1. Why should I consider using solar?

2. Which kind should I buy?

3. Where should I install solar on my boat?

4. What makes the monocrystal and polycrystal output drop so much in shadows?

5. Why would anybody buy such shade-sensitive stuff?

6. If monocrystal is the most efficient, why would I even think about buying polycrystalline?

7. What's the difference between solar cell, solar panel, and solar module?

8. How can I figure what size to buy for my needs?

1. Why should I consider using solar?

When the sun shines, you get power! No muss. No fuss. It's absolutely silent, and it's pretty much maintenance-free. All I (Libbie) do aboard s/v HOTWIRE is use a damp sponge or rag once in a while to wipe off dust, salt, and bird poop!

Where we are now, I clean ours a couple of times a year.
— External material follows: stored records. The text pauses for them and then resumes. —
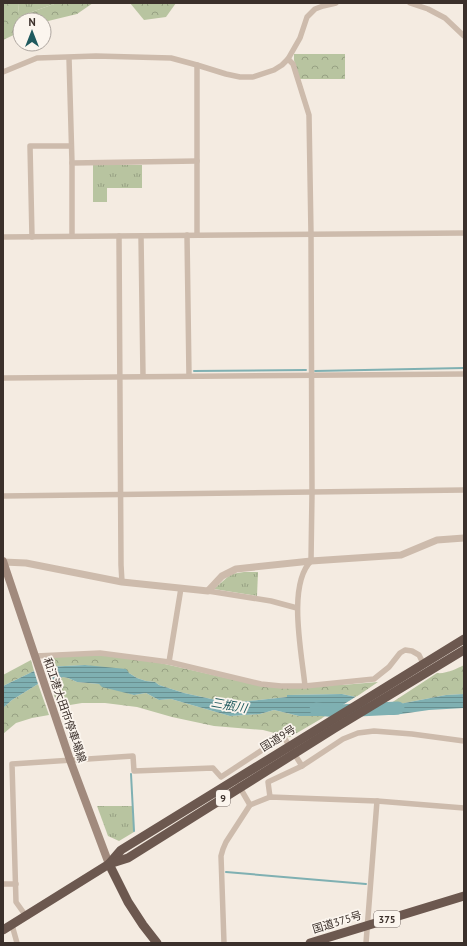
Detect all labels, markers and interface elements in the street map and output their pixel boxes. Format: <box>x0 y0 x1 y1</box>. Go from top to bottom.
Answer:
north arrow <box>12 12 52 52</box>
text: N <box>28 15 36 29</box>
street label: 和江港大田市停車場線 <box>40 656 90 764</box>
water label: 三瓶川 <box>210 694 250 716</box>
street label: 国道9号 <box>258 722 298 754</box>
road number: 9 <box>216 790 230 806</box>
street label: 国道375号 <box>311 908 363 936</box>
road number: 375 <box>374 911 400 927</box>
When we were downwind from the cement plant at Puerto la Cruz, Venezuela, I cleaned them much more often. The cleaner the surface, the better it works for you.

2. Which kind should I buy?

There are basically 3 technologies to choose from:

  • monocrystal (high output) -- the most efficient
  • polycrystal (high output) -- almost as efficient as monocrystal
  • thin film / amorphous (heat- and shade-tolerant) -- less efficient

Which type you should use depends on where you plan to install it. They all perform their best in full sun.

3. Where should I install solar on my boat?

In order of choice, we find that the best place aboard is high & aft, above davits or on top of an arch, where shadows are less likely (we have the mounting hardware for you).

If you can put solar up there, by all means go with a high output technology! Get the biggest bang for your buck! (Just don't put solar under a wind generator or radar shadow. If you must, I'd recommend a shade tolerant technology.)

A fixed mount above a bimini works well if there is bimini surface aft of the boom. Again, go with high output. And you get the added advantage that the solar modules shadow the bimini and keep the cockpit cooler! (Contact us for design advice for increasing bimini strength.)

Another choice is on a rail at or near the stern. If there will be few shadows, choose a high output technology. If shadows are likely most of the time, go with a shade tolerant module. See our SMSB (Solar Module Stanchion Bracket) or our $99 rail kit.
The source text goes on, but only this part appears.